An Interactive Monty Hall Simulation

nbinteract was designed to make interactive explanations easy to create. In this tutorial, we will show the process of writing a simulation from scratch and visualizing the results interactively.

In this section, you will create an interactive simulation of the Monty Hall Problem. You may continue writing code in the notebook from the previous section or create a new one for this section.

The Monty Hall Problem

The Monty Hall Problem (Wikipedia) is a famous probability problem that has stumped many, mathematicians included. The problem goes something like this:

Suppose you're on a game show, and you're given the choice of three doors: Behind one door is a car; behind the others, goats. You pick a door, say No. 1, and the host, who knows what's behind the doors, opens another door, say No. 3, which has a goat. He then says to you, "Do you want to switch your choice to door No. 2?" Is it to your advantage to switch your choice?

Perhaps unintuitively, you will win the prize about twice as often if you switch doors. We can show this through simulation.

Simulating a Game

One way to write an interactive explanation is to write functions and create interactions for each one as applicable. Composing the functions allows you to create more complicated processes. nbinteract also provides tools for interactive visualizations as we will soon see.

Let's start with defining a function to simulate one round of the Monty Hall Problem.

from ipywidgets import interact
import numpy as np
import random

PRIZES = ['Car', 'Goat 1', 'Goat 2']

def monty_hall(example_num=0):
    '''
    Simulates one round of the Monty Hall Problem. Outputs a tuple of
    (result if stay, result if switch, result behind opened door) where
    each results is one of PRIZES.
    '''
    pick = random.choice(PRIZES)
    opened = random.choice(
        [p for p in PRIZES if p != pick and p != 'Car']
    )
    remainder = next(p for p in PRIZES if p != pick and p != opened)
    return (pick, remainder, opened)

Note that the example_num argument is passed in but not used in the monty_hall function. Although it's unneeded for the function, it is easier to use interact to call functions when they have arguments to manipulate:

interact(monty_hall, example_num=(0, 100));

By interacting with the function above, we are able to informally verify that the function never allows the host to open a door with a car behind it. Even though the function is random we are able to use interaction to examine its long-term behavior!
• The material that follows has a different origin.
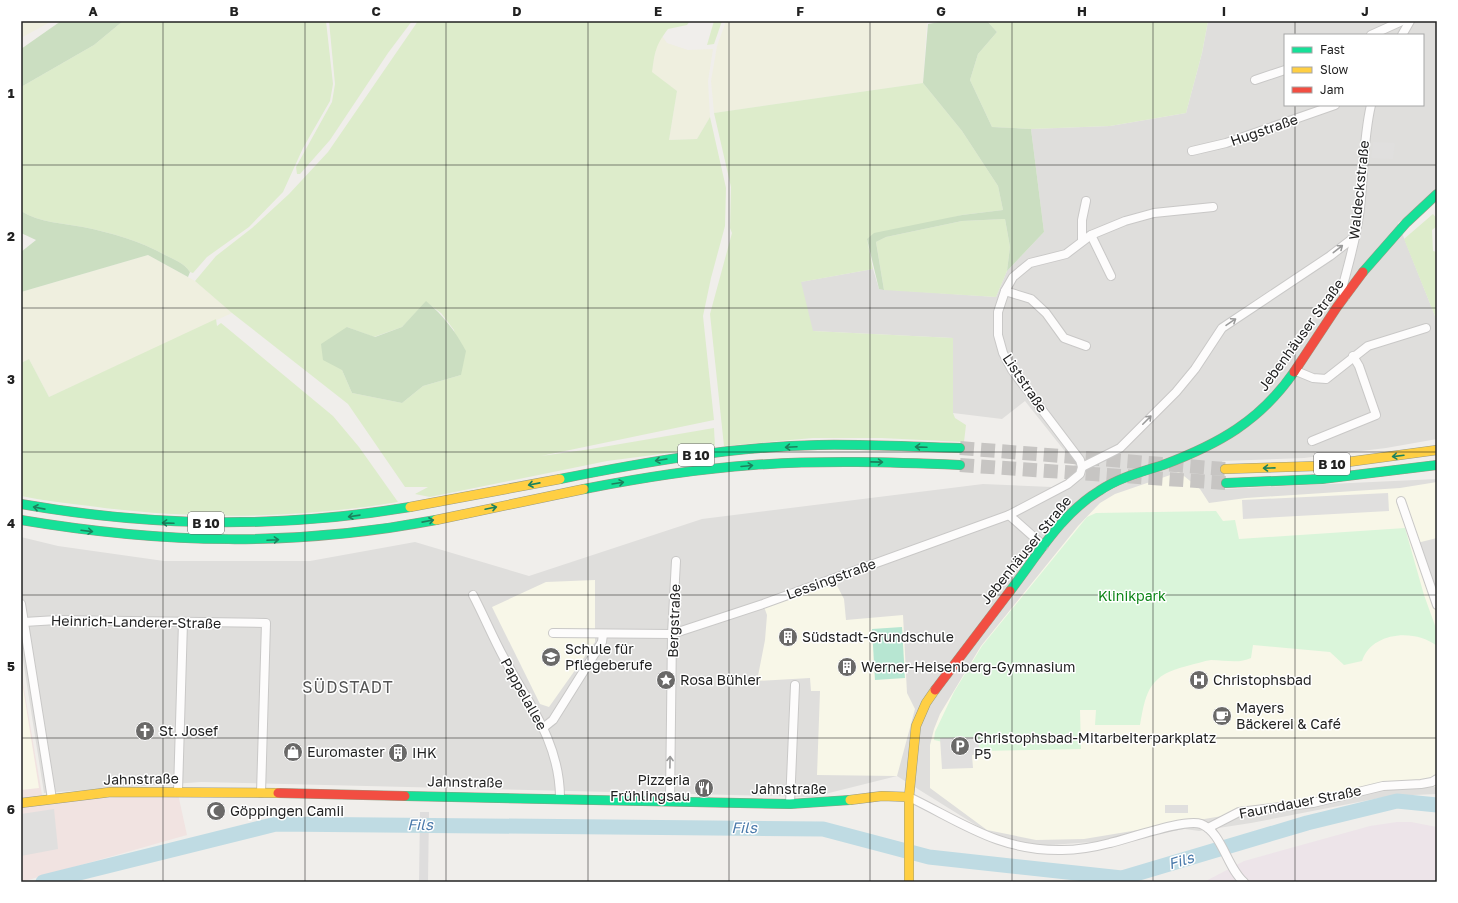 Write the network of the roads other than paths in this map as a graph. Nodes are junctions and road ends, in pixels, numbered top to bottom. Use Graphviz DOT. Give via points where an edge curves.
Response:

We'll continue by defining a function to simulate a game of Monty Hall and output the winning strategy for that game:

def winner(example_num=0):
    '''
    Plays a game of Monty Hall. If staying with the original door wins
    a car, return 'stay'. Otherwise, the remaining door contains the car
    so 'switch' would have won.
    '''
    picked, _, _ = monty_hall()
    return 'stay' if picked == 'Car' else 'switch'

interact(winner, example_num=(0, 100));

Again, a bit of interaction lets us quickly examine the behavior of winner. We can see that switch appears more often than stay.

Brief Introduction to Plotting with nbinteract

Let's create an interactive bar chart of the number of times each strategy wins. We'll use nbinteract's plotting functionality.

nbi.bar creates a bar chart:

import nbinteract as nbi

nbi.bar(['a', 'b'], [4, 6])

To make an interactive chart, pass a response function in place of one or both of bar's arguments.

# This function generates the x-values
def categories(n):
    return list('abcdefg')[:n]

# This function generates the y-values (heights of bars)
# The y response function always takes in the x-values as its
# first argument
def offset_y(xs, offset):
    num_categories = len(xs)
    return np.arange(num_categories) + offset

# Each argument of the response functions is passed in as a keyword
# argument to `nbi.bar` in the same format as `interact`
nbi.bar(categories, offset_y, n=(1, 7), offset=(0, 10))

Visualizing the Winners

Now, let's turn back to our original goal: plotting the winners as games are played.

We can call winner many times and use nbi.bar to show the bar chart as it's built over the trials.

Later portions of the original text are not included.